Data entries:
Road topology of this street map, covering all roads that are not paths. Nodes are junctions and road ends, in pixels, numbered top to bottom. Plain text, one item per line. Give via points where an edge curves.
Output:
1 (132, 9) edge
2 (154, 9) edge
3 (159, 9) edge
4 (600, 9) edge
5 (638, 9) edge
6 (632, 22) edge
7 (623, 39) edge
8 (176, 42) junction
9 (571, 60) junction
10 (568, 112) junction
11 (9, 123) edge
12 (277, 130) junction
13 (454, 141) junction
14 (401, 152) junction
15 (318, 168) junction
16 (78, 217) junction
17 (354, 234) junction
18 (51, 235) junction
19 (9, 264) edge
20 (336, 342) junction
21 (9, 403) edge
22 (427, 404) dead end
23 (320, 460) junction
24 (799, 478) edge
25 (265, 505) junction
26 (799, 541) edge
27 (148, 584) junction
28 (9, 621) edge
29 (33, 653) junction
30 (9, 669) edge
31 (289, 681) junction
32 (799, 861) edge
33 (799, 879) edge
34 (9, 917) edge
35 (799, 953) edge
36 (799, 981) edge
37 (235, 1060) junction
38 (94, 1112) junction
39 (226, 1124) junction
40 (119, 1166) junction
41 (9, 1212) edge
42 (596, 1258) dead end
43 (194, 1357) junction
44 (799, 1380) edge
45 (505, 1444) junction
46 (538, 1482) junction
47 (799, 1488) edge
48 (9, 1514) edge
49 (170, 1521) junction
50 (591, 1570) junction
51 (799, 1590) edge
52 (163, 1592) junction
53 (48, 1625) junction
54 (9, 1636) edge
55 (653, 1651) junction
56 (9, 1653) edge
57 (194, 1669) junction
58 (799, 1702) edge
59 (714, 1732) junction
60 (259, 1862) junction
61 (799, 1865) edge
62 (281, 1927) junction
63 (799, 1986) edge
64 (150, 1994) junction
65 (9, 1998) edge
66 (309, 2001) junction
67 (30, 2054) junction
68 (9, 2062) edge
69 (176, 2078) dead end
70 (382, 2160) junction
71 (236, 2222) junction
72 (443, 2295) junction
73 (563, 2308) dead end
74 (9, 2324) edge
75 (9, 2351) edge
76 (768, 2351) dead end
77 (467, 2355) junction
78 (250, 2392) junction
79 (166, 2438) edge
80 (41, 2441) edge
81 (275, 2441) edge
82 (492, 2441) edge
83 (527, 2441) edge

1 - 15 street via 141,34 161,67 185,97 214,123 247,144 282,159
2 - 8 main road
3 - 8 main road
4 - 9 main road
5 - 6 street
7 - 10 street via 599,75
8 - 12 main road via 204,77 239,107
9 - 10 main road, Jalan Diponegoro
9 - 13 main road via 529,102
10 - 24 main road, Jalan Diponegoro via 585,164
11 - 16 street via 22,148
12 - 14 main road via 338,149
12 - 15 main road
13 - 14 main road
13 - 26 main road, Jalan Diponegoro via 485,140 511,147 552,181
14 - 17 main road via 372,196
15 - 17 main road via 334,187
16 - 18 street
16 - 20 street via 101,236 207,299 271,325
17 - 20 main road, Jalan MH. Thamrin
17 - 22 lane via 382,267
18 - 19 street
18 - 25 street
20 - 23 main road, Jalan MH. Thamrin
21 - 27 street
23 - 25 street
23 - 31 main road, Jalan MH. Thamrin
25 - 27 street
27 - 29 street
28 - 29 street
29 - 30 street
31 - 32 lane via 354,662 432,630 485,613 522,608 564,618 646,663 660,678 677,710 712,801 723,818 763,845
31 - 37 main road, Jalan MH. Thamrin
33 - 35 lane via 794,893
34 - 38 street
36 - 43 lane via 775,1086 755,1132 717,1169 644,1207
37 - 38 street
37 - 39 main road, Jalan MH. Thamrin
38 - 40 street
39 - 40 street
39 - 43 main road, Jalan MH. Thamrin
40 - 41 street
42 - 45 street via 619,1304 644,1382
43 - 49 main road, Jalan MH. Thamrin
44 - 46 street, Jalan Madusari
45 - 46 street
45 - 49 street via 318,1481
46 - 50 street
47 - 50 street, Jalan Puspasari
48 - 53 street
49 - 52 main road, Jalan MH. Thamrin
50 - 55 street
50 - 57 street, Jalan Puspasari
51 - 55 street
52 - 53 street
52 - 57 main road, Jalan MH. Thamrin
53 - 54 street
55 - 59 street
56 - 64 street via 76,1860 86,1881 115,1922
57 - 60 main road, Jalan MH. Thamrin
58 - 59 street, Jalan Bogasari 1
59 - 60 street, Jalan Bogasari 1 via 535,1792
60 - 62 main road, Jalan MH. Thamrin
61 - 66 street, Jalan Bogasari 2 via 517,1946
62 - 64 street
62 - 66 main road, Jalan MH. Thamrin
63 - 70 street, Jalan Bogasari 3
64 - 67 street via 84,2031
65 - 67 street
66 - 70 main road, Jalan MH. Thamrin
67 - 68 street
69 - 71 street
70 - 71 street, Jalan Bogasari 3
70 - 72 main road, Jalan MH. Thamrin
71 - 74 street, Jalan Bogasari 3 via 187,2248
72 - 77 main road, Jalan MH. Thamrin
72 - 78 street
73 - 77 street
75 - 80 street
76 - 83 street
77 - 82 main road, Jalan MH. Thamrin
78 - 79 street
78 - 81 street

Aim of the exercise: None of the lines above may be skipped. Transcribe each one exactly.

Exercise result:
Road topology of this street map, covering all roads that are not paths. Nodes are junctions and road ends, in pixels, numbered top to bottom. Plain text, one item per line. Give via points where an edge curves.
Output:
1 (132, 9) edge
2 (154, 9) edge
3 (159, 9) edge
4 (600, 9) edge
5 (638, 9) edge
6 (632, 22) edge
7 (623, 39) edge
8 (176, 42) junction
9 (571, 60) junction
10 (568, 112) junction
11 (9, 123) edge
12 (277, 130) junction
13 (454, 141) junction
14 (401, 152) junction
15 (318, 168) junction
16 (78, 217) junction
17 (354, 234) junction
18 (51, 235) junction
19 (9, 264) edge
20 (336, 342) junction
21 (9, 403) edge
22 (427, 404) dead end
23 (320, 460) junction
24 (799, 478) edge
25 (265, 505) junction
26 (799, 541) edge
27 (148, 584) junction
28 (9, 621) edge
29 (33, 653) junction
30 (9, 669) edge
31 (289, 681) junction
32 (799, 861) edge
33 (799, 879) edge
34 (9, 917) edge
35 (799, 953) edge
36 (799, 981) edge
37 (235, 1060) junction
38 (94, 1112) junction
39 (226, 1124) junction
40 (119, 1166) junction
41 (9, 1212) edge
42 (596, 1258) dead end
43 (194, 1357) junction
44 (799, 1380) edge
45 (505, 1444) junction
46 (538, 1482) junction
47 (799, 1488) edge
48 (9, 1514) edge
49 (170, 1521) junction
50 (591, 1570) junction
51 (799, 1590) edge
52 (163, 1592) junction
53 (48, 1625) junction
54 (9, 1636) edge
55 (653, 1651) junction
56 (9, 1653) edge
57 (194, 1669) junction
58 (799, 1702) edge
59 (714, 1732) junction
60 (259, 1862) junction
61 (799, 1865) edge
62 (281, 1927) junction
63 (799, 1986) edge
64 (150, 1994) junction
65 (9, 1998) edge
66 (309, 2001) junction
67 (30, 2054) junction
68 (9, 2062) edge
69 (176, 2078) dead end
70 (382, 2160) junction
71 (236, 2222) junction
72 (443, 2295) junction
73 (563, 2308) dead end
74 (9, 2324) edge
75 (9, 2351) edge
76 (768, 2351) dead end
77 (467, 2355) junction
78 (250, 2392) junction
79 (166, 2438) edge
80 (41, 2441) edge
81 (275, 2441) edge
82 (492, 2441) edge
83 (527, 2441) edge

1 - 15 street via 141,34 161,67 185,97 214,123 247,144 282,159
2 - 8 main road
3 - 8 main road
4 - 9 main road
5 - 6 street
7 - 10 street via 599,75
8 - 12 main road via 204,77 239,107
9 - 10 main road, Jalan Diponegoro
9 - 13 main road via 529,102
10 - 24 main road, Jalan Diponegoro via 585,164
11 - 16 street via 22,148
12 - 14 main road via 338,149
12 - 15 main road
13 - 14 main road
13 - 26 main road, Jalan Diponegoro via 485,140 511,147 552,181
14 - 17 main road via 372,196
15 - 17 main road via 334,187
16 - 18 street
16 - 20 street via 101,236 207,299 271,325
17 - 20 main road, Jalan MH. Thamrin
17 - 22 lane via 382,267
18 - 19 street
18 - 25 street
20 - 23 main road, Jalan MH. Thamrin
21 - 27 street
23 - 25 street
23 - 31 main road, Jalan MH. Thamrin
25 - 27 street
27 - 29 street
28 - 29 street
29 - 30 street
31 - 32 lane via 354,662 432,630 485,613 522,608 564,618 646,663 660,678 677,710 712,801 723,818 763,845
31 - 37 main road, Jalan MH. Thamrin
33 - 35 lane via 794,893
34 - 38 street
36 - 43 lane via 775,1086 755,1132 717,1169 644,1207
37 - 38 street
37 - 39 main road, Jalan MH. Thamrin
38 - 40 street
39 - 40 street
39 - 43 main road, Jalan MH. Thamrin
40 - 41 street
42 - 45 street via 619,1304 644,1382
43 - 49 main road, Jalan MH. Thamrin
44 - 46 street, Jalan Madusari
45 - 46 street
45 - 49 street via 318,1481
46 - 50 street
47 - 50 street, Jalan Puspasari
48 - 53 street
49 - 52 main road, Jalan MH. Thamrin
50 - 55 street
50 - 57 street, Jalan Puspasari
51 - 55 street
52 - 53 street
52 - 57 main road, Jalan MH. Thamrin
53 - 54 street
55 - 59 street
56 - 64 street via 76,1860 86,1881 115,1922
57 - 60 main road, Jalan MH. Thamrin
58 - 59 street, Jalan Bogasari 1
59 - 60 street, Jalan Bogasari 1 via 535,1792
60 - 62 main road, Jalan MH. Thamrin
61 - 66 street, Jalan Bogasari 2 via 517,1946
62 - 64 street
62 - 66 main road, Jalan MH. Thamrin
63 - 70 street, Jalan Bogasari 3
64 - 67 street via 84,2031
65 - 67 street
66 - 70 main road, Jalan MH. Thamrin
67 - 68 street
69 - 71 street
70 - 71 street, Jalan Bogasari 3
70 - 72 main road, Jalan MH. Thamrin
71 - 74 street, Jalan Bogasari 3 via 187,2248
72 - 77 main road, Jalan MH. Thamrin
72 - 78 street
73 - 77 street
75 - 80 street
76 - 83 street
77 - 82 main road, Jalan MH. Thamrin
78 - 79 street
78 - 81 street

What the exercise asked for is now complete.